**What to work on**
For each line below that contains the word "Circuit", make a copy.

◆ ◆ ◆ ◆ ◆

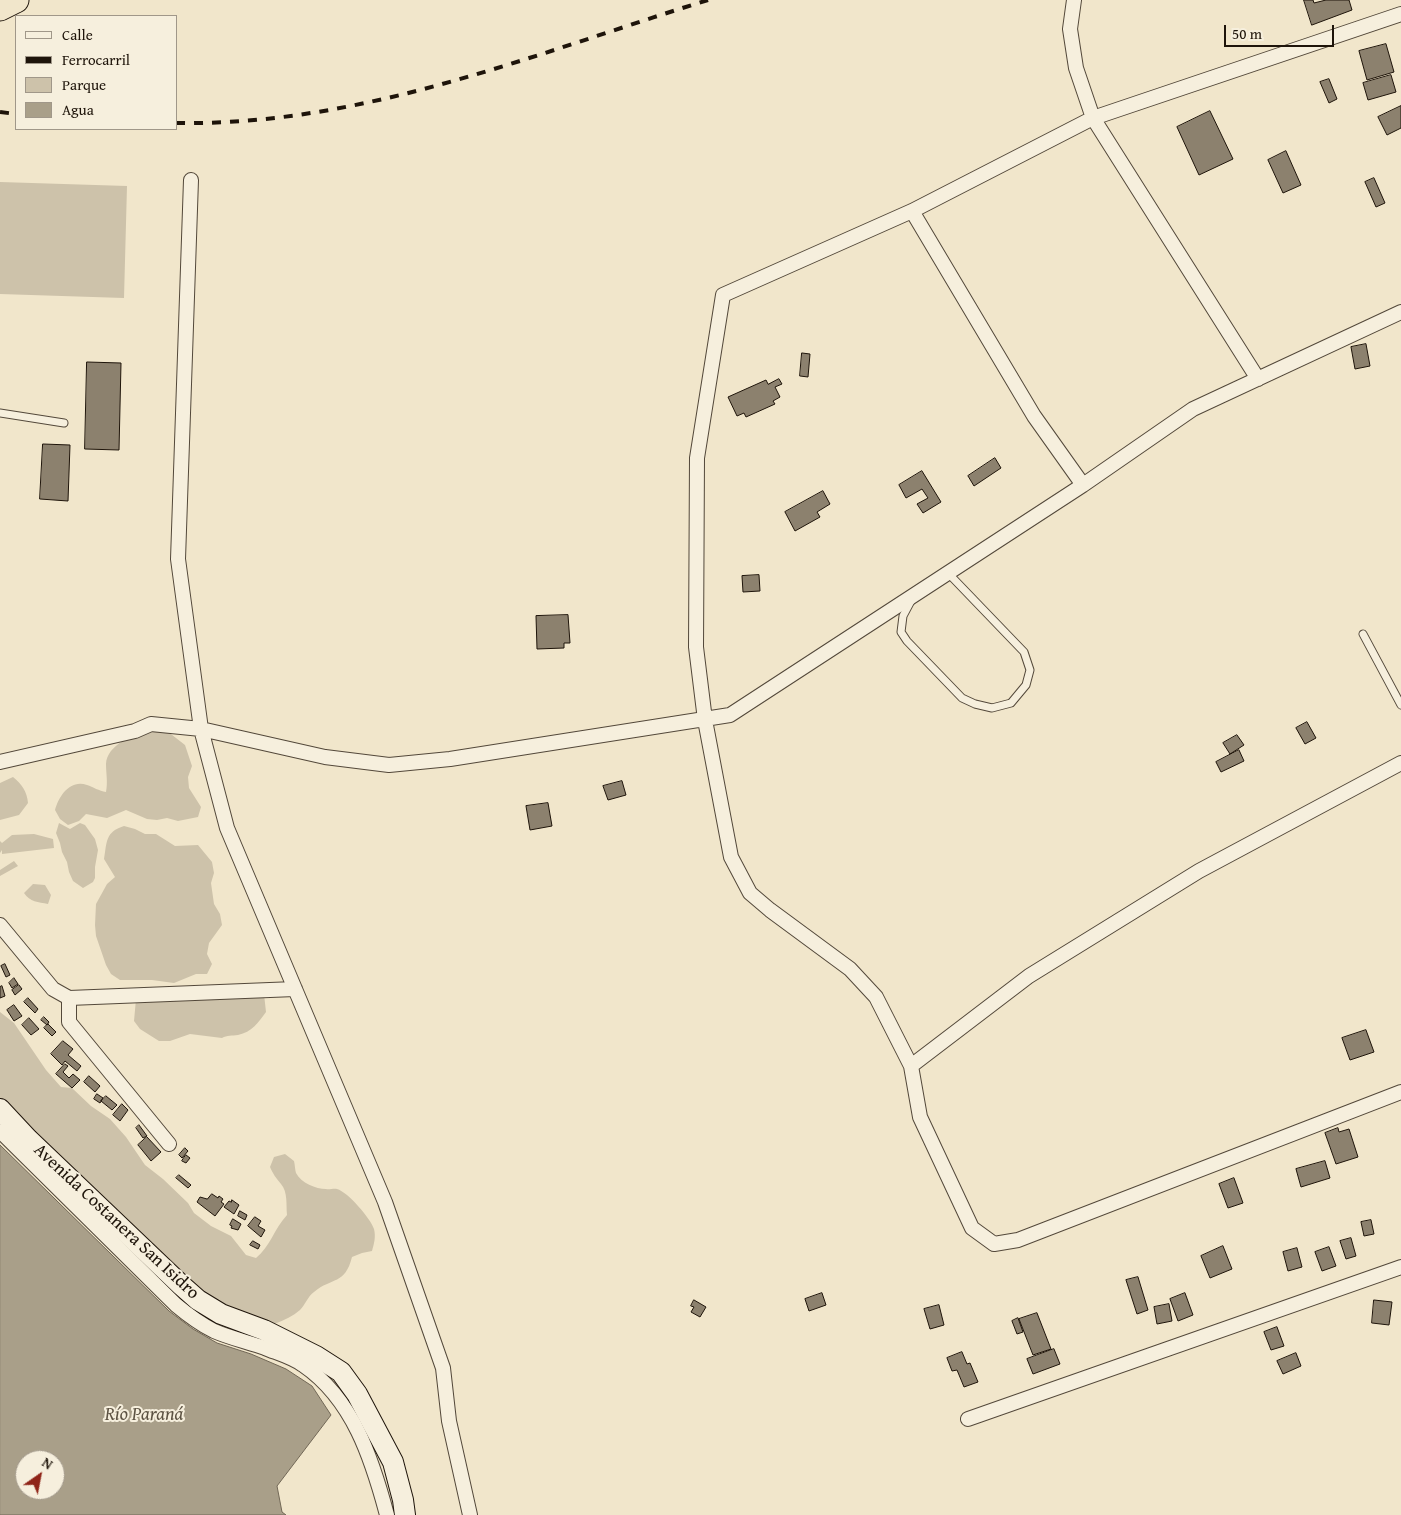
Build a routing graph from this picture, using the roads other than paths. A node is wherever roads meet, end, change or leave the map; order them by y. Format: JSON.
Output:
{"nodes":[{"id":1,"x":16,"y":0,"type":"edge"},
{"id":2,"x":1074,"y":0,"type":"edge"},
{"id":3,"x":1399,"y":0,"type":"edge"},
{"id":4,"x":1401,"y":6,"type":"edge"},
{"id":5,"x":0,"y":8,"type":"edge"},
{"id":6,"x":1401,"y":14,"type":"edge"},
{"id":7,"x":1093,"y":118,"type":"junction"},
{"id":8,"x":190,"y":180,"type":"dead end"},
{"id":9,"x":912,"y":211,"type":"junction"},
{"id":10,"x":1401,"y":312,"type":"edge"},
{"id":11,"x":1258,"y":380,"type":"junction"},
{"id":12,"x":0,"y":413,"type":"edge"},
{"id":13,"x":64,"y":423,"type":"dead end"},
{"id":14,"x":1084,"y":485,"type":"junction"},
{"id":15,"x":948,"y":573,"type":"junction"},
{"id":16,"x":913,"y":596,"type":"junction"},
{"id":17,"x":1363,"y":634,"type":"dead end"},
{"id":18,"x":1401,"y":705,"type":"edge"},
{"id":19,"x":705,"y":720,"type":"junction"},
{"id":20,"x":201,"y":729,"type":"junction"},
{"id":21,"x":0,"y":762,"type":"edge"},
{"id":22,"x":1401,"y":763,"type":"edge"},
{"id":23,"x":0,"y":925,"type":"edge"},
{"id":24,"x":295,"y":989,"type":"junction"},
{"id":25,"x":69,"y":998,"type":"junction"},
{"id":26,"x":911,"y":1066,"type":"junction"},
{"id":27,"x":1401,"y":1092,"type":"edge"},
{"id":28,"x":0,"y":1110,"type":"edge"},
{"id":29,"x":0,"y":1131,"type":"edge"},
{"id":30,"x":169,"y":1144,"type":"dead end"},
{"id":31,"x":1401,"y":1267,"type":"edge"},
{"id":32,"x":968,"y":1420,"type":"dead end"},
{"id":33,"x":387,"y":1515,"type":"edge"},
{"id":34,"x":405,"y":1515,"type":"edge"},
{"id":35,"x":470,"y":1515,"type":"edge"}],
"edges":[{"from":1,"to":5,"type":"highway"},
{"from":2,"to":7,"type":"street"},
{"from":3,"to":4,"type":"street"},
{"from":6,"to":7,"type":"street"},
{"from":7,"to":9,"type":"street"},
{"from":7,"to":11,"type":"street"},
{"from":8,"to":20,"type":"street"},
{"from":9,"to":14,"type":"street"},
{"from":9,"to":19,"type":"street"},
{"from":10,"to":11,"type":"street"},
{"from":11,"to":14,"type":"street"},
{"from":12,"to":13,"type":"lane"},
{"from":14,"to":15,"type":"street"},
{"from":15,"to":16,"type":"street"},
{"from":15,"to":16,"type":"lane"},
{"from":16,"to":19,"type":"street"},
{"from":17,"to":18,"type":"lane"},
{"from":19,"to":20,"type":"street"},
{"from":19,"to":26,"type":"street"},
{"from":20,"to":21,"type":"street"},
{"from":20,"to":24,"type":"street"},
{"from":22,"to":26,"type":"street"},
{"from":23,"to":25,"type":"street"},
{"from":24,"to":25,"type":"street"},
{"from":24,"to":35,"type":"street"},
{"from":25,"to":30,"type":"street"},
{"from":26,"to":27,"type":"street"},
{"from":28,"to":34,"type":"main road","name":"Avenida Costanera San Isidro"},
{"from":29,"to":33,"type":"street"},
{"from":31,"to":32,"type":"street"}]}
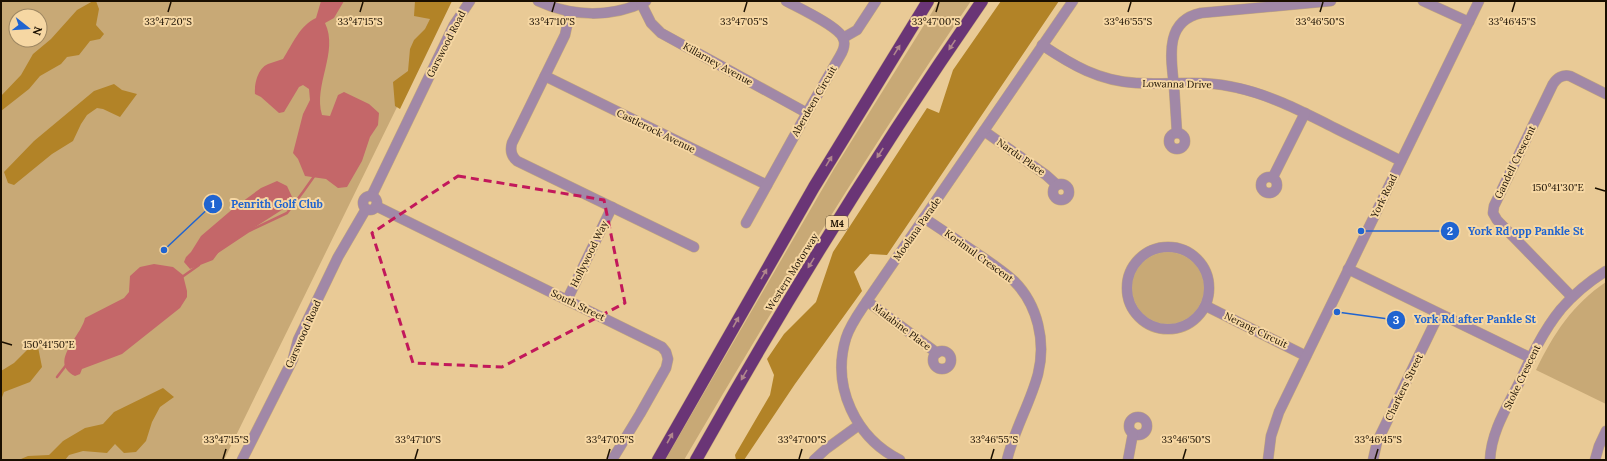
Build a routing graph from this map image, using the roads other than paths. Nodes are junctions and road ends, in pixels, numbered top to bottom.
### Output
1 (470, 1) edge
2 (538, 1) edge
3 (786, 1) edge
4 (876, 1) edge
5 (928, 1) edge
6 (982, 1) edge
7 (1073, 1) edge
8 (1331, 1) edge
9 (1423, 1) edge
10 (1479, 1) edge
11 (644, 2) edge
12 (1317, 2) edge
13 (570, 12) junction
14 (1469, 22) junction
15 (843, 38) junction
16 (1042, 46) junction
17 (545, 76) junction
18 (1173, 82) junction
19 (1606, 94) edge
20 (807, 113) junction
21 (1305, 113) junction
22 (984, 131) junction
23 (1177, 133) dead end
24 (1401, 161) junction
25 (1273, 177) dead end
26 (767, 185) junction
27 (1057, 185) dead end
28 (372, 195) junction
29 (376, 206) junction
30 (612, 208) junction
31 (366, 209) junction
32 (924, 218) junction
33 (746, 224) dead end
34 (694, 247) dead end
35 (1348, 269) junction
36 (1606, 272) edge
37 (1572, 297) junction
38 (567, 300) junction
39 (867, 301) junction
40 (1206, 306) junction
41 (1439, 314) junction
42 (937, 353) dead end
43 (1306, 356) junction
44 (1531, 358) junction
45 (859, 425) junction
46 (1606, 431) edge
47 (1133, 433) dead end
48 (242, 460) edge
49 (612, 460) edge
50 (658, 460) edge
51 (696, 460) edge
52 (814, 460) edge
53 (900, 460) edge
54 (1007, 460) edge
55 (1128, 460) edge
56 (1268, 460) edge
57 (1373, 460) edge
58 (1490, 460) edge
59 (1595, 460) edge

1 - 28 street, Garswood Road
2 - 13 street
3 - 15 street
4 - 15 street
50 -> 5 highway
6 -> 51 highway, Western Motorway / M4
7 - 16 street, Moolana Parade
8 - 12 street
9 - 14 street
10 - 14 street, York Road
11 - 13 street
11 - 20 street, Killarney Avenue
12 - 18 street
13 - 17 street
14 - 24 street, York Road
15 - 20 street, Aberdeen Circuit
16 - 18 street, Lowanna Drive
16 - 22 street, Moolana Parade
17 - 26 street, Castlerock Avenue
17 - 30 street
18 - 21 street, Lowanna Drive
18 - 23 street
19 - 37 street, Gandell Crescent
20 - 26 street, Aberdeen Circuit
21 - 24 street, Lowanna Drive
21 - 25 street
22 - 27 street, Nardu Place
22 - 32 street, Moolana Parade
24 - 35 street, York Road
26 - 33 street, Aberdeen Circuit
28 - 29 street
28 - 31 street
29 - 31 street
29 - 38 street, South Street
30 - 34 street
30 - 38 street, Hollywood Way
31 - 48 street, Garswood Road
32 - 39 street, Moolana Parade
32 - 54 street, Korimul Crescent
35 - 41 street
35 - 43 street, York Road
36 - 37 street, Stoke Crescent
37 - 44 street, Stoke Crescent
38 - 49 street, South Street
39 - 42 street, Malabine Place
39 - 45 street, Moolana Parade
40 - 40 street
40 - 43 street, Nerang Circuit
41 - 44 street
41 - 57 street, Charkers Street
43 - 56 street, York Road
44 - 58 street, Stoke Crescent
45 - 52 street
45 - 53 street, Moolana Parade
46 - 59 street
47 - 55 street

◆ ◆ ◆ ◆ ◆

**Exercise solution**
15 - 20 street, Aberdeen Circuit
20 - 26 street, Aberdeen Circuit
26 - 33 street, Aberdeen Circuit
40 - 43 street, Nerang Circuit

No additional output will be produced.